### Problem
How many lines of these records hold the string "Gregory"? Reply with the number alone.
Listed records START
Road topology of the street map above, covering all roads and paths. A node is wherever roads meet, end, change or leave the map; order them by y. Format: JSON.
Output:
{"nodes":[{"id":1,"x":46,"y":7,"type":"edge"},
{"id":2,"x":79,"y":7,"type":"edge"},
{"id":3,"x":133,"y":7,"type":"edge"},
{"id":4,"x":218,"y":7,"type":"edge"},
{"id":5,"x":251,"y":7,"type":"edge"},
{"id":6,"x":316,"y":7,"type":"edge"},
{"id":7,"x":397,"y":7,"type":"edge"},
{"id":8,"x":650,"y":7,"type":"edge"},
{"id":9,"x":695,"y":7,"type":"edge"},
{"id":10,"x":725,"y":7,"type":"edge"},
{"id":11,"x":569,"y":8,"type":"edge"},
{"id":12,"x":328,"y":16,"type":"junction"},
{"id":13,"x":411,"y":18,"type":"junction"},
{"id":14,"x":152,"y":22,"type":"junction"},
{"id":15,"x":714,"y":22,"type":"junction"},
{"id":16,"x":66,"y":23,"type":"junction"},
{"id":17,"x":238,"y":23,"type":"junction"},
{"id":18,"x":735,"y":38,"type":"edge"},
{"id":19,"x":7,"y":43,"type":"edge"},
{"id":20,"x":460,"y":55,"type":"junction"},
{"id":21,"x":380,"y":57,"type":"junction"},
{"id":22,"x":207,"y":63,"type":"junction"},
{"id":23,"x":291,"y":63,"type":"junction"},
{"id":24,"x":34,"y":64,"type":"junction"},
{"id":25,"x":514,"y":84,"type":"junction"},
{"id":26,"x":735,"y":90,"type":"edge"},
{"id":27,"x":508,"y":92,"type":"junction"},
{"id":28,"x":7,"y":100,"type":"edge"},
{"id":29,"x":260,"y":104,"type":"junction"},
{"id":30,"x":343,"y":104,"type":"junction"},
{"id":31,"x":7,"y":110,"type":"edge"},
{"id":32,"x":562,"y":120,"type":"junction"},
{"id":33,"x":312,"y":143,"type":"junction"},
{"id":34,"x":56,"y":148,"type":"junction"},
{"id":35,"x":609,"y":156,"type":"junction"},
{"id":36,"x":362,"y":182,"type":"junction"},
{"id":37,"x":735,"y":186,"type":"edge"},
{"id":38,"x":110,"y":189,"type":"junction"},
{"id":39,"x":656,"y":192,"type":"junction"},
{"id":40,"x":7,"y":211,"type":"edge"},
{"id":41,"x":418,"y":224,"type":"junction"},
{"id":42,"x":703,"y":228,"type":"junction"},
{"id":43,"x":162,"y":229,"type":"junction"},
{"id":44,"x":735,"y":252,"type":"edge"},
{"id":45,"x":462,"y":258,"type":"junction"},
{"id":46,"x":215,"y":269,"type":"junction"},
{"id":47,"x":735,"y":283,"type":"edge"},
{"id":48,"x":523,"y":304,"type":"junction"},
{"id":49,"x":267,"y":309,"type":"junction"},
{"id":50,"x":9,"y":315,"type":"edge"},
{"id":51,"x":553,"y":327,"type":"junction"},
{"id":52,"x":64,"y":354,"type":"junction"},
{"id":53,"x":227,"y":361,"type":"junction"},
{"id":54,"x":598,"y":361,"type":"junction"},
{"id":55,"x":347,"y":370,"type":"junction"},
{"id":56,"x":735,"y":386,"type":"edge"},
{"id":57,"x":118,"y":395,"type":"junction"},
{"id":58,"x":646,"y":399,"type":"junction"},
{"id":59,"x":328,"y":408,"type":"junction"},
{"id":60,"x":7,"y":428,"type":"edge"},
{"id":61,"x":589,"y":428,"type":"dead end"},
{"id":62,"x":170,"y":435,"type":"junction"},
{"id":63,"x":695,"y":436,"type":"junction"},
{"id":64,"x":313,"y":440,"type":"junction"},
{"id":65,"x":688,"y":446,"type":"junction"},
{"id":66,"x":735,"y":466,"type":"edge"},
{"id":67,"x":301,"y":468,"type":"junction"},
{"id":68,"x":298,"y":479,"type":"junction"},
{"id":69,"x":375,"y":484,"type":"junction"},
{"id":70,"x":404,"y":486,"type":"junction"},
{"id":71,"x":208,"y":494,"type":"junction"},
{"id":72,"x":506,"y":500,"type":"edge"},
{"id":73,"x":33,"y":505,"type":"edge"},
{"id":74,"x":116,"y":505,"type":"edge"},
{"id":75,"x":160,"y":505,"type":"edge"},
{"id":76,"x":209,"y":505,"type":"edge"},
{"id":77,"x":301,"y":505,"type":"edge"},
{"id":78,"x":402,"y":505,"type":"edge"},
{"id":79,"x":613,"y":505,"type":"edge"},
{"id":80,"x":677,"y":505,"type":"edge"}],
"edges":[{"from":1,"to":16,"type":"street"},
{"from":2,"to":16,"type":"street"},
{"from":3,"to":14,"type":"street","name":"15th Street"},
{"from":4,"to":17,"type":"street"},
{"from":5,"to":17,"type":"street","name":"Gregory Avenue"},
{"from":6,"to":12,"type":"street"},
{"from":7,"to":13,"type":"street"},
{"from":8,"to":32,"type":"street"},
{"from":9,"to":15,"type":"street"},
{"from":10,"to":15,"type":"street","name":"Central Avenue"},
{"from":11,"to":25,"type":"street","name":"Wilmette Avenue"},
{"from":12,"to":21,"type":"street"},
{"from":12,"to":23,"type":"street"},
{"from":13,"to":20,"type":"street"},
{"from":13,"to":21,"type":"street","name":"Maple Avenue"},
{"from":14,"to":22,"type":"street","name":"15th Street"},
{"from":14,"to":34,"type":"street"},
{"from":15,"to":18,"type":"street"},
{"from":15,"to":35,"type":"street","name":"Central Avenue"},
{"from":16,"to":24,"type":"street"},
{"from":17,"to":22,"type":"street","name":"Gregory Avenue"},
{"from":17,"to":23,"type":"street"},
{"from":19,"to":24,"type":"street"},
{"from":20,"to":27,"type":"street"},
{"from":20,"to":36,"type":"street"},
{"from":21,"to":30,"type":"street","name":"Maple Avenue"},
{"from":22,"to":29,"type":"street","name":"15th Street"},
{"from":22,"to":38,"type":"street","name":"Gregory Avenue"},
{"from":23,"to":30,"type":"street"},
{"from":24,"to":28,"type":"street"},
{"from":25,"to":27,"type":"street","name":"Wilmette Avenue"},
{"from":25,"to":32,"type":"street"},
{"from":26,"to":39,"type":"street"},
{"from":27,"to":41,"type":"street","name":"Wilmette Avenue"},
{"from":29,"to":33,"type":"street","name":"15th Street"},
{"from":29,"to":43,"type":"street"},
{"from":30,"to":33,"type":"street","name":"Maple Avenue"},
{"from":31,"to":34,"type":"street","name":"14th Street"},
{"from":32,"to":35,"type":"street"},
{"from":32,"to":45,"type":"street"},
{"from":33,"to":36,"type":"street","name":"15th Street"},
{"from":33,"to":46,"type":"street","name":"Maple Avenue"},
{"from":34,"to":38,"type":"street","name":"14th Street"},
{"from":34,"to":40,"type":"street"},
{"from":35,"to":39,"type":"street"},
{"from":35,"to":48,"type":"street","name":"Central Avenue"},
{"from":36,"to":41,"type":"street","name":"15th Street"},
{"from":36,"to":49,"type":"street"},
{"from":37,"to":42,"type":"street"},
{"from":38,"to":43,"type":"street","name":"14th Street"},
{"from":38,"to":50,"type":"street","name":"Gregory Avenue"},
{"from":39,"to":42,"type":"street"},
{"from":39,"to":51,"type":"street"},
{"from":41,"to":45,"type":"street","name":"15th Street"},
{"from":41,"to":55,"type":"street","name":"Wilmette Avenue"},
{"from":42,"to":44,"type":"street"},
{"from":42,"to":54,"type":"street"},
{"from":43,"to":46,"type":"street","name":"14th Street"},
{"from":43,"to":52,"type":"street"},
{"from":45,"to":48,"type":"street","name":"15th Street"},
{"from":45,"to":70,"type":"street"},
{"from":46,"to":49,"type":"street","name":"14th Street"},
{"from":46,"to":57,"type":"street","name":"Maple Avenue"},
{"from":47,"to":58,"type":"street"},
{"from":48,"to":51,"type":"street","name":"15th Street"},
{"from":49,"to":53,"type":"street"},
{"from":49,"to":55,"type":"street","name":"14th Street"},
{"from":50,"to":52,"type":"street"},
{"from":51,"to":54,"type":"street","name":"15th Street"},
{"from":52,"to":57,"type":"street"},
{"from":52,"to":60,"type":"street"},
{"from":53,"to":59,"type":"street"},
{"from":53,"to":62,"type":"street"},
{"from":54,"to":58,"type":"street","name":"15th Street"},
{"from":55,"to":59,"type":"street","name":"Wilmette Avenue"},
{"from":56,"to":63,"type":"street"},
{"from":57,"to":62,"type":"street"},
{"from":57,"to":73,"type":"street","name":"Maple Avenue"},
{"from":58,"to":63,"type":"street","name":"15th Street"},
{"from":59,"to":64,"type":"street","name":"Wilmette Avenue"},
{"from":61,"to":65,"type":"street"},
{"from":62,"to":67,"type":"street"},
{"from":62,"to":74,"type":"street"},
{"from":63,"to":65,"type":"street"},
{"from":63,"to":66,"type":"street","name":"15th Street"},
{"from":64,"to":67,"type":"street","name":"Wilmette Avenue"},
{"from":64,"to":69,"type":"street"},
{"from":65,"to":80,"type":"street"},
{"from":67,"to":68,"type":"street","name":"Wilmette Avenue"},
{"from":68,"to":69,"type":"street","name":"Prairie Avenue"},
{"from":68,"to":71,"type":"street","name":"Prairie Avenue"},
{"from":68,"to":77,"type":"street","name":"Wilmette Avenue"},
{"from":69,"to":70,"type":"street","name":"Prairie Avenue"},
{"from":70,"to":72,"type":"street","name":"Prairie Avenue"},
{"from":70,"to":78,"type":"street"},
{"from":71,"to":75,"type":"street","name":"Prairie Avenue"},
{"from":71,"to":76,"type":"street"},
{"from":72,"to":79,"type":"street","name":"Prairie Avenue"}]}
Listed records END
### Your solution
4